7. The Board of Directors shall effect the capital increase and
file for its registration with the Commercial Register within
three months from the shareholders meeting.
Profond has submitted its motion as an alternative to the
proposal of the Board of Directors referred to in agenda item
3.A above. If the original proposal of the Board of Directors to
create conditional capital underlying the MCN is approved by
the shareholders, the alternative proposal submitted by Profond
will not be voted upon since the two proposals exclude each
other, i.e., it is not possible to have both proposals approved.
The Board of Directors proposes to reject the proposal of Profond
for the reasons set out below.
Prior to announcing the capital improvement measures on 10 December
2007, the Board of Directors considered but ultimately
did not pursue the option of a rights offering.

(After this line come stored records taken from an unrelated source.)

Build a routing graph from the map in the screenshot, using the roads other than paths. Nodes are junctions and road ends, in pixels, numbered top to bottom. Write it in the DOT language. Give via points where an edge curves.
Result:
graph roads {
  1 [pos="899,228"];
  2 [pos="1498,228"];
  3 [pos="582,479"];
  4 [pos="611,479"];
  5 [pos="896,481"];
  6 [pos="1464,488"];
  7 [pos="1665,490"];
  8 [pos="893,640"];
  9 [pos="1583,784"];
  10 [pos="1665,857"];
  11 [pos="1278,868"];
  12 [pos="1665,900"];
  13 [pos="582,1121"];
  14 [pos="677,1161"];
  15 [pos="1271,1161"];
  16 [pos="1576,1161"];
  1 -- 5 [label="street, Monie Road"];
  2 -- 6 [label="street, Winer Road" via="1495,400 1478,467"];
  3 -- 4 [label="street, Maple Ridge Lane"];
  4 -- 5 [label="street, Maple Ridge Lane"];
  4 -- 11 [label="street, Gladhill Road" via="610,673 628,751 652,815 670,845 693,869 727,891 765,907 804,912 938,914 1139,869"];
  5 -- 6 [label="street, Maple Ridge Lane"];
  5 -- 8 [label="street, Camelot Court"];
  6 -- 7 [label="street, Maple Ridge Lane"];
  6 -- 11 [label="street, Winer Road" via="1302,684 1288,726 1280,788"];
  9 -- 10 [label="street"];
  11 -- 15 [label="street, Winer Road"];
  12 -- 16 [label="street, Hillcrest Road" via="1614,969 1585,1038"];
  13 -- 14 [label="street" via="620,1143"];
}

A rights offering
would not have created the certainty of an immediate commitment
of fresh capital. In addition, a rights offering features a
number of disadvantages compared to the issuance of the MCN:
A rights offering is likely to be unsuccessful if the market
price of the offered shares falls below the subscription price.

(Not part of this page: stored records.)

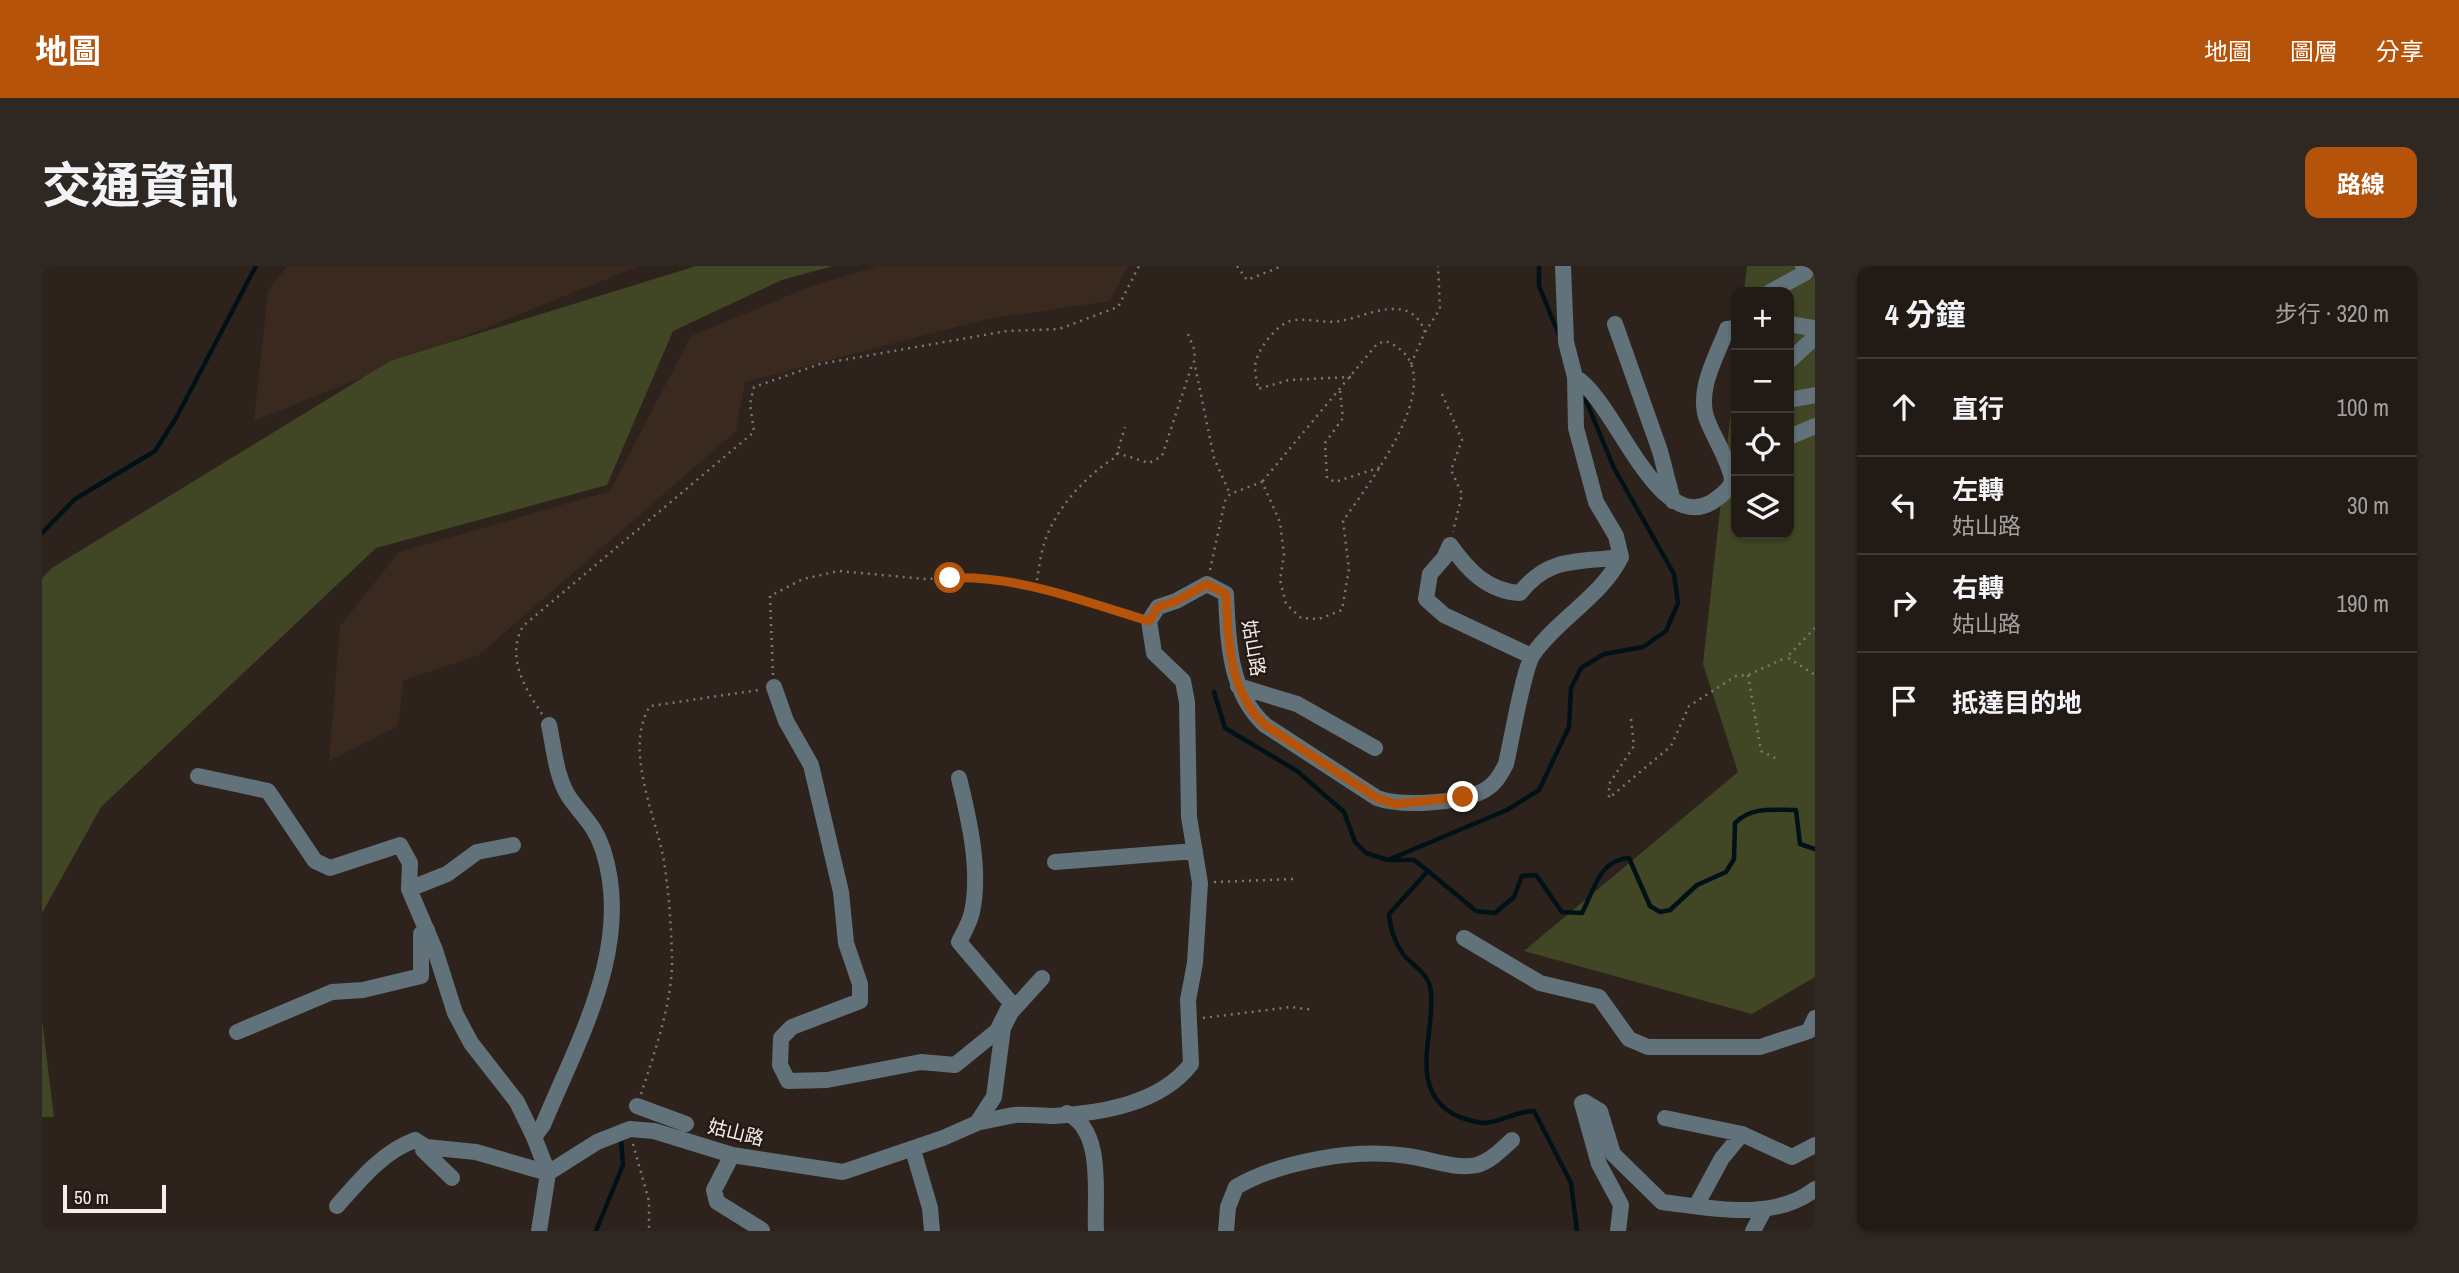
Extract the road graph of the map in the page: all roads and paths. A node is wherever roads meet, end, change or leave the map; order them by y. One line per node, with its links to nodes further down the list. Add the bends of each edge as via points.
1 (1139, 266): 45 (path, via 1118,307 1059,329 1007,331 820,364 754,387 750,404 754,432 523,626 514,642 523,685)
2 (1237, 266): 3 (path, via 1247,281)
3 (1282, 266)
4 (1438, 266): 11 (path, via 1440,309)
5 (1563, 266): 17 (street, via 1566,342)
6 (1803, 266): 7 (street, via 1805,273)
7 (1779, 287)
8 (1615, 324): 31 (street, via 1660,451)
9 (1794, 325): 13 (street, via 1813,328 1812,340)
10 (1731, 330): 27 (street, via 1703,395 1703,410)
11 (1425, 332): 15 (path); 16 (path, via 1420,318 1401,311 1376,309 1339,322 1291,321 1274,330 1255,366 1258,389 1289,380)
12 (1188, 334): 14 (path)
13 (1794, 357)
14 (1194, 361): 25 (path, via 1162,456 1149,463); 30 (path, via 1214,458)
15 (1411, 364): 16 (path, via 1401,346 1385,341 1377,344); 26 (path, via 1413,393 1407,420)
16 (1351, 377): 18 (path)
17 (1575, 377): 31 (street, via 1597,395 1656,487); 33 (street, via 1576,428 1596,502 1616,536)
18 (1340, 391): 26 (path, via 1343,418 1325,443 1327,478 1335,482); 28 (path)
19 (1442, 394): 32 (path, via 1462,440 1451,470 1462,494)
20 (1815, 395): 21 (street)
21 (1794, 399)
22 (1815, 426): 24 (street)
23 (1125, 427): 25 (path)
24 (1794, 435)
25 (1117, 453): 35 (path, via 1093,471 1067,503 1044,542)
26 (1381, 467): 28 (path, via 1343,521 1349,569 1342,610 1319,619 1301,618 1286,604 1280,580 1284,555 1280,522)
27 (1734, 476)
28 (1262, 482): 30 (path)
29 (1731, 486): 31 (street, via 1709,503 1692,508)
30 (1230, 494): 34 (path, via 1219,520)
31 (1673, 503)
32 (1450, 545): 33 (street, via 1465,566 1499,592 1520,593 1549,566); 38 (street, via 1430,574 1426,599 1444,615)
33 (1621, 557): 38 (street, 姑山路, via 1612,575)
34 (1207, 584): 36 (street, via 1158,607); 42 (street, 姑山路, via 1226,594 1228,638)
35 (1036, 587): 36 (path); 43 (path, via 976,577 925,579 839,571 803,579 770,596)
36 (1149, 621): 51 (street, 姑山路, via 1154,653 1183,681 1189,817)
37 (1815, 628): 39 (path)
38 (1531, 656): 42 (street, 姑山路, via 1499,779 1481,792 1463,797 1395,804 1377,798 1265,725 1249,711)
39 (1787, 657): 40 (path); 41 (path)
40 (1748, 675): 44 (path, via 1736,676 1689,706 1671,746 1609,798 1609,784 1634,746); 47 (path, via 1761,751)
41 (1815, 675)
42 (1238, 686): 46 (street, via 1297,704)
43 (774, 687): 49 (street, via 786,721 811,765 841,892 846,943 860,984 860,1001 792,1027 781,1038 780,1065 788,1081 827,1080 921,1062 955,1065 997,1031 1011,1003 959,942 972,913 974,886); 63 (path, via 650,706 643,716 644,785 663,859 672,961 660,1033)
44 (1631, 719)
45 (549, 725): 70 (street, via 568,795 594,824 604,852 611,908 602,983 543,1125)
46 (1375, 748)
47 (1777, 759)
48 (198, 776): 55 (street, via 268,791 315,861 330,868 400,845 410,863)
49 (960, 778)
50 (513, 845): 55 (street, via 477,852 447,874)
51 (1195, 852): 52 (street); 54 (street, 姑山路)
52 (1055, 862)
53 (1294, 879): 54 (path)
54 (1199, 883): 61 (street, 姑山路)
55 (409, 889): 56 (street)
56 (427, 930): 62 (street, via 421,933 421,976 363,990 332,992); 70 (street, via 460,1023 517,1102)
57 (1464, 938): 60 (street, via 1540,983 1599,998 1629,1039 1648,1047 1760,1047 1809,1031)
58 (1042, 978): 66 (street, via 1011,1012 1003,1028 994,1097)
59 (1314, 1010): 61 (path, via 1291,1007)
60 (1815, 1018)
61 (1189, 1020): 64 (street, 姑山路, via 1191,1064 1176,1083 1141,1100)
62 (237, 1032)
63 (637, 1106): 67 (street)
64 (1067, 1113): 66 (street, 姑山路, via 1017,1115); 86 (street, via 1079,1119 1093,1150)
65 (1665, 1118): 69 (street)
66 (977, 1123): 74 (street, 姑山路)
67 (686, 1124)
68 (630, 1129): 75 (street, 姑山路, via 654,1131); 76 (street, via 606,1137); 84 (path, via 649,1201)
69 (1742, 1133): 72 (street, via 1792,1157); 80 (street)
70 (534, 1136): 76 (street)
71 (1512, 1140): 87 (street, via 1494,1156 1470,1166 1405,1155 1334,1157 1280,1166 1236,1187)
72 (1815, 1145)
73 (426, 1147): 76 (street, via 476,1152); 77 (street, via 423,1150); 79 (street, via 415,1140 403,1144 374,1166)
74 (913, 1150): 75 (street, 姑山路, via 843,1172); 85 (street)
75 (732, 1155): 82 (street, via 714,1190 716,1202)
76 (548, 1173): 83 (street)
77 (453, 1178)
78 (1815, 1189): 81 (street, via 1802,1199)
79 (337, 1206)
80 (1696, 1206): 81 (street); 88 (street, via 1662,1202 1613,1154 1600,1111 1582,1103 1599,1164 1621,1205)
81 (1764, 1210): 89 (street)
82 (762, 1230)
83 (539, 1231)
84 (649, 1231)
85 (932, 1231)
86 (1096, 1231)
87 (1226, 1231)
88 (1618, 1231)
89 (1753, 1231)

For this reason, rights offerings are generally conducted at a
discount to current market prices.
A rights offering will need to be fully underwritten by a syndicate
of banks or otherwise guaranteed by a third party. If
the rights offering is not underwritten, there is no certainty
whether any new capital can be raised at all, and how much
can be raised.
Given the discount required in connection with a rights offering
in the current market environment, UBS may have to
offer up to 520 million shares to achieve net proceeds of
CHF 13 billion. This number is substantially higher than the
number of shares required for the issuance of the proposed
MCN (up to 277.75 million shares) yielding the same amount
of proceeds. For shareholders who do not take up their
rights, this means a substantial dilution.
A rights offering would have to be structured as a public offering
in several jurisdictions to allow as many shareholders as possible
to participate in the offering. In this connection, UBS AG
needs to prepare a prospectus and have the same approved by
the competent regulatory authorities in Switzerland and the European
Union (in addition to filings in the United States of
America). The time required to prepare and seek approval for a
rights offering will significantly delay the issuance of new shares
and the closing of the capital improvement measures planned
by UBS. It would hardly be possible to close the rights offering
within the statutory timeframe of three months.
The statutory timeframe of three months also does not provide
enough flexibility in case of unforeseen events or market
disruptions.
The announcement of a rights offering of this size would
cause downward pressure on our share price, and thus
would increase the uncertainty both as to the success of and
the proceeds expected from a rights offering.
The Board of Directors, therefore, determined that the issuance
of an MCN to two long-term financial investors was in the best
interests of UBS and its shareholders, and preferable to any
other option. Further explanations can be found in the Shareholder Information Brochure dated 31 January 2008 under the heading "Mandatory Convertible Notes".